Scientific Breakthroughs – Alexander Waibel's Interview - Imminent

Technology

Alexander Waibel

Alexander Waibel is Professor of Computer Science at Carnegie Mellon University and the Karlsruhe Institute of Technology. A pioneer in machine translation, his work focuses on speech recognition, translation, and human-computer interaction, advancing cross-language communication tools for both consecutive and simultaneous interpreting.

What are the scientific differences between Physical AI and existing Large Language Models?

They originate from the same principles that have driven AI’s evolution. In particular, the shift from rule-based systems to neural networks—especially in speech and language—was crucial. Early AI relied on hand-written rules, simple “if this, then that” recipes, which struggled with real-world complexity. Modern systems use neural networks that learn from examples. A central idea is hidden representations, which enable learning and handling uncertainty: the model creates its own internal notes about patterns—such as accents, meanings, and context—helping it cope with ambiguity and noise. From the beginning, this approach also supported combining different kinds of input and outputs, such as pairing what you hear with what you see (lip movements or other visual cues), to improve understanding or to control actuators, objects, and movement in the physical world. Such hidden and learned knowledge is thus critical to representing and connecting an AI system to the physical world.

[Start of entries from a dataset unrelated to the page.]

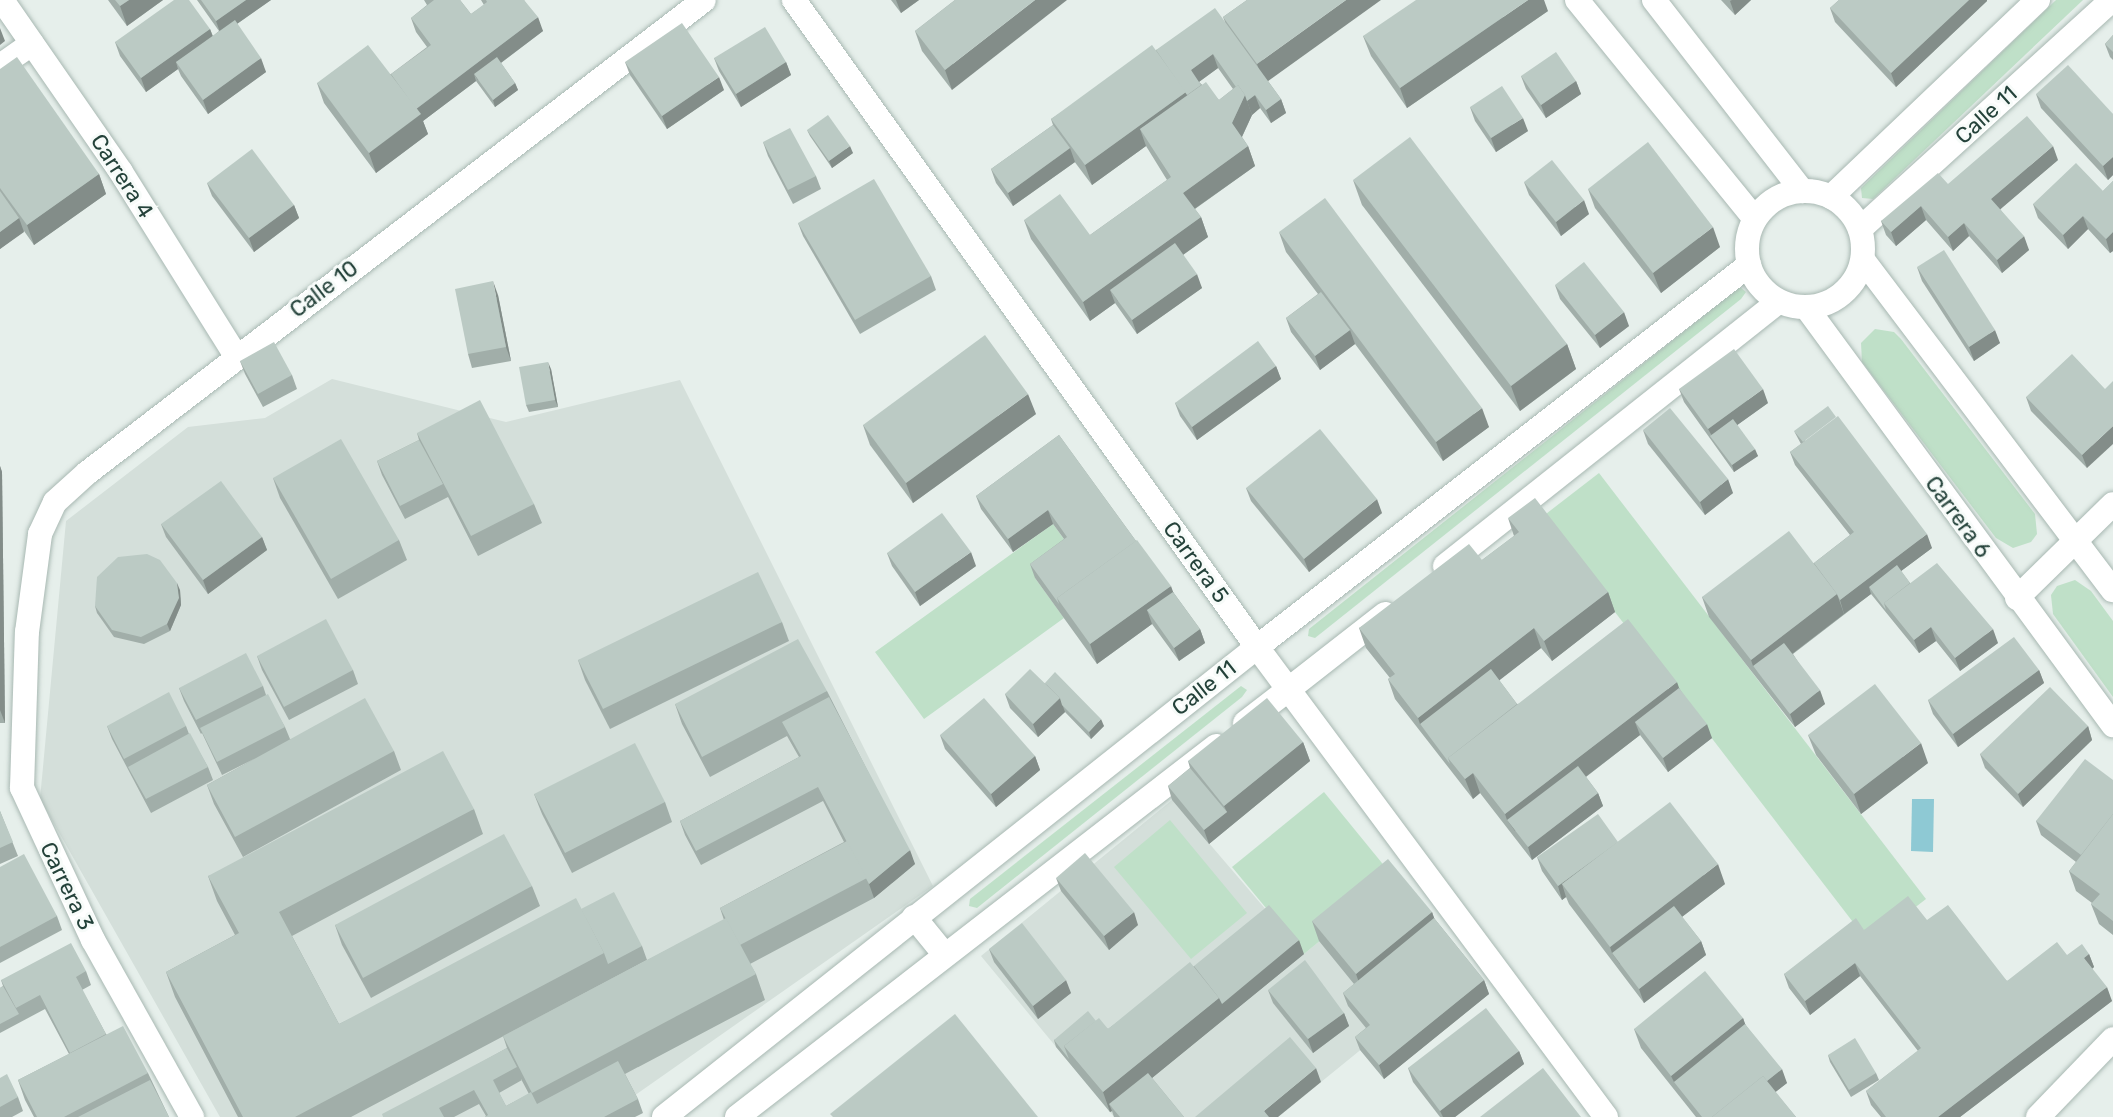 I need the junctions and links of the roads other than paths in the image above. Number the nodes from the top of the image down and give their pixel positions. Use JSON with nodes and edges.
{"nodes":[{"id":1,"x":2,"y":0,"type":"edge"},
{"id":2,"x":704,"y":0,"type":"edge"},
{"id":3,"x":794,"y":0,"type":"edge"},
{"id":4,"x":1577,"y":0,"type":"edge"},
{"id":5,"x":1654,"y":0,"type":"edge"},
{"id":6,"x":2038,"y":0,"type":"edge"},
{"id":7,"x":2112,"y":0,"type":"edge"},
{"id":8,"x":32,"y":44,"type":"junction"},
{"id":9,"x":0,"y":66,"type":"edge"},
{"id":10,"x":1802,"y":191,"type":"junction"},
{"id":11,"x":1831,"y":197,"type":"junction"},
{"id":12,"x":1755,"y":219,"type":"junction"},
{"id":13,"x":1860,"y":229,"type":"junction"},
{"id":14,"x":1863,"y":260,"type":"junction"},
{"id":15,"x":1749,"y":265,"type":"junction"},
{"id":16,"x":1779,"y":301,"type":"junction"},
{"id":17,"x":1806,"y":307,"type":"junction"},
{"id":18,"x":236,"y":356,"type":"junction"},
{"id":19,"x":2113,"y":504,"type":"edge"},
{"id":20,"x":2076,"y":539,"type":"junction"},
{"id":21,"x":1424,"y":583,"type":"edge"},
{"id":22,"x":2113,"y":590,"type":"edge"},
{"id":23,"x":2017,"y":598,"type":"junction"},
{"id":24,"x":1399,"y":602,"type":"edge"},
{"id":25,"x":27,"y":632,"type":"joint"},
{"id":26,"x":1257,"y":647,"type":"junction"},
{"id":27,"x":1289,"y":689,"type":"junction"},
{"id":28,"x":2113,"y":725,"type":"edge"},
{"id":29,"x":914,"y":917,"type":"junction"},
{"id":30,"x":945,"y":955,"type":"junction"},
{"id":31,"x":2113,"y":1039,"type":"edge"},
{"id":32,"x":192,"y":1117,"type":"edge"},
{"id":33,"x":664,"y":1117,"type":"edge"},
{"id":34,"x":737,"y":1117,"type":"edge"},
{"id":35,"x":1606,"y":1117,"type":"edge"},
{"id":36,"x":2038,"y":1117,"type":"edge"}],
"edges":[{"from":1,"to":8,"type":"street","name":"Carrera 4"},
{"from":2,"to":18,"type":"street","name":"Calle 10"},
{"from":3,"to":26,"type":"street","name":"Carrera 5"},
{"from":4,"to":12,"type":"street"},
{"from":5,"to":10,"type":"street"},
{"from":6,"to":11,"type":"street"},
{"from":7,"to":13,"type":"street","name":"Calle 11"},
{"from":8,"to":9,"type":"street"},
{"from":8,"to":18,"type":"street","name":"Carrera 4"},
{"from":10,"to":11,"type":"street"},
{"from":10,"to":12,"type":"street"},
{"from":11,"to":13,"type":"street"},
{"from":12,"to":15,"type":"street"},
{"from":13,"to":14,"type":"street"},
{"from":14,"to":17,"type":"street"},
{"from":14,"to":20,"type":"street"},
{"from":15,"to":16,"type":"street"},
{"from":15,"to":26,"type":"street","name":"Calle 11"},
{"from":16,"to":17,"type":"street"},
{"from":16,"to":21,"type":"street"},
{"from":17,"to":23,"type":"street","name":"Carrera 6"},
{"from":18,"to":25,"type":"street","name":"Calle 10"},
{"from":19,"to":20,"type":"street"},
{"from":20,"to":22,"type":"street"},
{"from":20,"to":23,"type":"street"},
{"from":23,"to":28,"type":"street","name":"Carrera 6"},
{"from":24,"to":27,"type":"street"},
{"from":25,"to":32,"type":"street","name":"Carrera 3"},
{"from":26,"to":27,"type":"street","name":"Carrera 5"},
{"from":26,"to":29,"type":"street","name":"Calle 11"},
{"from":27,"to":30,"type":"street"},
{"from":27,"to":35,"type":"street","name":"Carrera 5"},
{"from":29,"to":30,"type":"street"},
{"from":29,"to":33,"type":"street","name":"Calle 11"},
{"from":30,"to":34,"type":"street"},
{"from":31,"to":36,"type":"street"}]}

This notion of hidden representations is also what current multimodal AI builds on. We are talking about systems that learn jointly from text, audio, and images rather than from a single source.

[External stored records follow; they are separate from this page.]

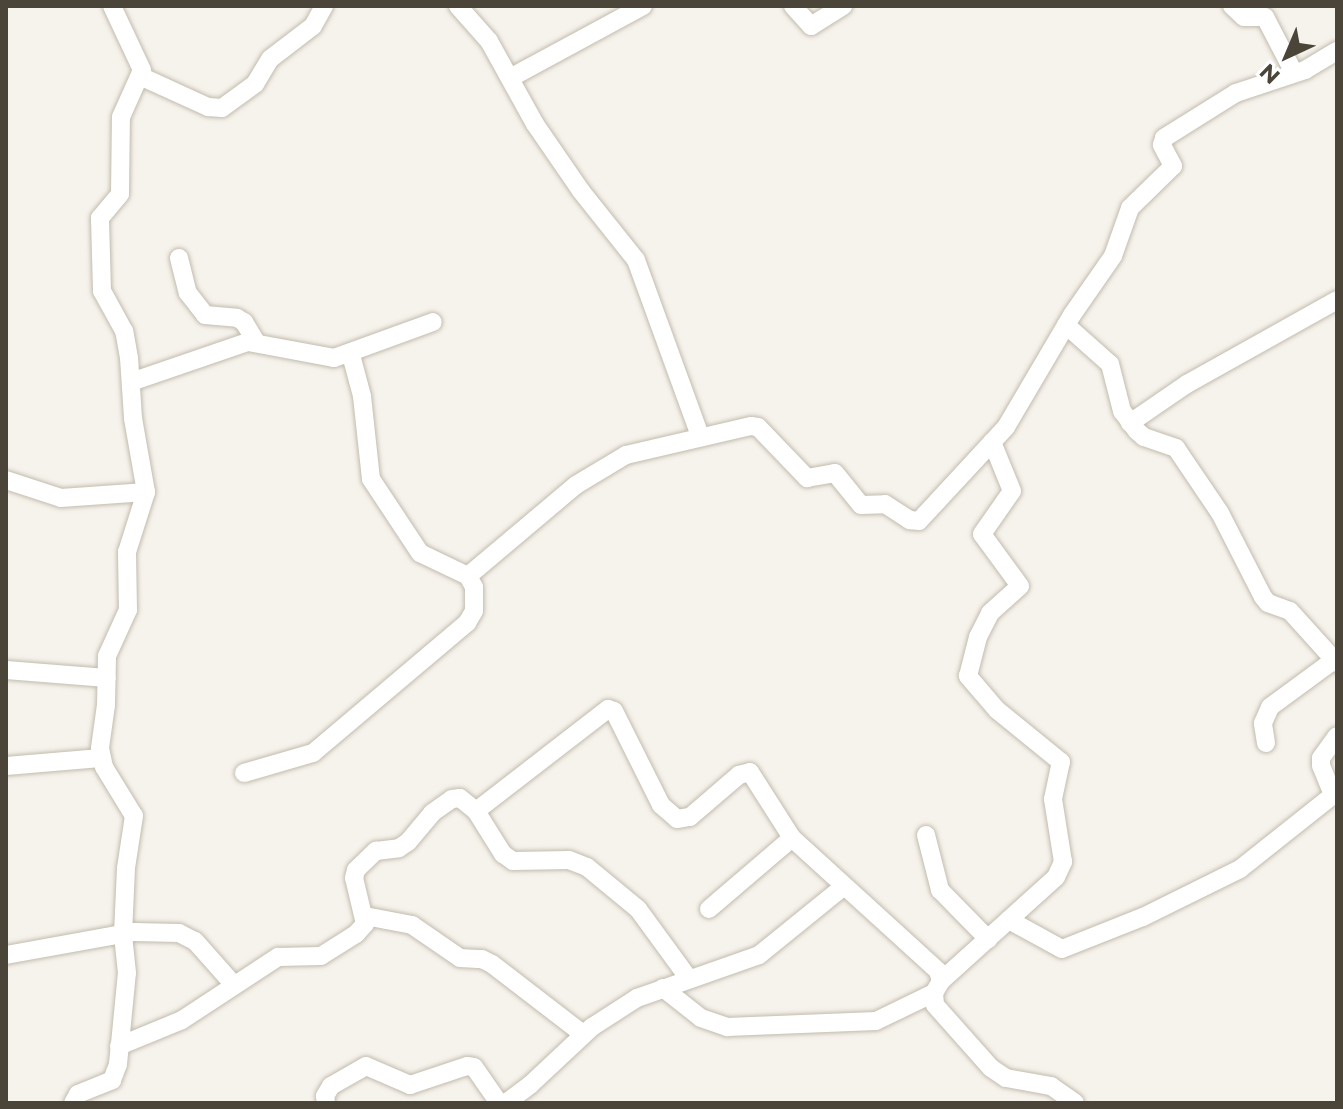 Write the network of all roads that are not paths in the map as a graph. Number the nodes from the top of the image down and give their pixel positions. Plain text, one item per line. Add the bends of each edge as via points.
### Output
1 (112, 6) edge
2 (324, 6) edge
3 (458, 6) edge
4 (643, 6) edge
5 (793, 6) edge
6 (843, 6) edge
7 (1232, 6) edge
8 (1337, 51) edge
9 (1294, 73) junction
10 (140, 76) junction
11 (510, 78) junction
12 (179, 258) dead end
13 (1337, 300) edge
14 (433, 322) dead end
15 (1066, 325) junction
16 (256, 342) junction
17 (351, 355) junction
18 (131, 382) junction
19 (1130, 423) junction
20 (700, 436) junction
21 (992, 442) junction
22 (6, 480) edge
23 (146, 492) junction
24 (468, 576) junction
25 (1336, 662) edge
26 (6, 670) edge
27 (107, 678) junction
28 (1337, 736) edge
29 (1266, 743) dead end
30 (101, 758) junction
31 (6, 766) edge
32 (244, 773) dead end
33 (476, 811) junction
34 (926, 835) dead end
35 (792, 838) junction
36 (843, 887) junction
37 (709, 909) dead end
38 (365, 916) junction
39 (1009, 920) junction
40 (123, 934) junction
41 (988, 939) junction
42 (6, 955) edge
43 (689, 979) junction
44 (234, 985) junction
45 (938, 987) junction
46 (663, 988) junction
47 (583, 1034) junction
48 (119, 1046) junction
49 (73, 1103) edge
50 (326, 1103) edge
51 (499, 1103) edge
52 (506, 1103) edge
53 (1075, 1103) edge

1 - 10 street via 118,26 142,63
2 - 10 street via 313,26 270,59 255,84 222,108 208,107
3 - 11 street via 489,41
4 - 11 street
5 - 6 street via 811,26
7 - 9 street via 1244,17 1265,17
8 - 9 street
9 - 15 street via 1236,93 1164,138 1162,145 1173,166 1130,208 1113,256
10 - 18 street via 121,117 123,186 100,218 103,298 124,331
11 - 20 street via 581,191 636,260
12 - 16 street via 188,293 205,315 237,318
13 - 19 street via 1187,384
14 - 17 street
15 - 19 street via 1110,364 1120,406
15 - 21 street
16 - 17 street via 320,358
16 - 18 street
17 - 24 street via 362,396 371,479 420,553
18 - 23 street
19 - 25 street via 1144,437 1176,448 1220,513 1263,597 1290,611
20 - 21 street via 758,427 807,478 835,473 861,505 885,504 919,521
20 - 24 street via 639,449 585,478
21 - 39 street via 1012,491 982,534 1020,586 990,613 968,676 997,710 1061,762 1053,799 1061,871
22 - 23 street via 61,498
23 - 27 street via 127,552 128,610 110,645
24 - 32 street via 474,587 474,611 467,623 313,753
25 - 29 street via 1270,707 1263,723
26 - 27 street
27 - 30 street
28 - 39 street via 1321,758 1333,795 1240,869 1143,917 1062,949
30 - 31 street
30 - 40 street via 134,816
33 - 35 street via 608,709 614,711 667,811 677,819 690,817 739,775 750,772
33 - 38 street via 460,798 452,799 408,842 376,851 363,862 354,878
33 - 43 street via 513,861 569,860 587,867 638,909
34 - 41 street via 940,890
35 - 36 street
35 - 37 street
36 - 43 street via 759,955
36 - 45 street via 938,971
38 - 44 street via 356,934 329,953 278,957
38 - 47 street via 412,925 460,958 492,964
39 - 41 street
40 - 42 street
40 - 44 street via 189,936
40 - 48 street via 127,973
41 - 45 street
43 - 46 street
44 - 48 street via 182,1020
45 - 46 street via 876,1021 727,1027 701,1018
45 - 53 street via 935,1005 998,1074 1051,1086
46 - 47 street via 637,998
47 - 52 street
48 - 49 street via 112,1080 78,1094
50 - 51 street via 331,1086 366,1066 410,1085 474,1067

Yes. This is huge. Neural models don’t care what information we feed them. They can learn from any useful features. And it must be emphasized that the availability of stronger hardware and much larger datasets is what now makes this approach truly effective.

So what’s really new?

Learning internal representations remains at the heart of today’s best AI, and combining modalities often works better than using one alone. This was understood 40 years ago. What is new is the environment: with more data and more powerful computers, the full potential of these advances has been unlocked. This matters because it leads to much better speech recognition and translations that handle noise, accents, and context, and to smarter assistants that can watch, listen, and read at the same time—a more robust and richer alternative to early AI methods.

But what was the role of recent scientific breakthroughs?

Ideas like attention and transformers were built on concepts from the 1980s and 1990s. Transformers, however, combine several of these concepts in clever ways that deliver significant performance gains in tasks such as speech recognition and machine translation. These advances were revolutionary in practice as they seemingly are only limited by compute and data (which we now have plentifully), but the underlying algorithms were evolutionary, often relying on algorithmic and engineering refinements rather than entirely new concepts.

What about future improvements? Will they come from more computing power and more data, even for the physical version of AI?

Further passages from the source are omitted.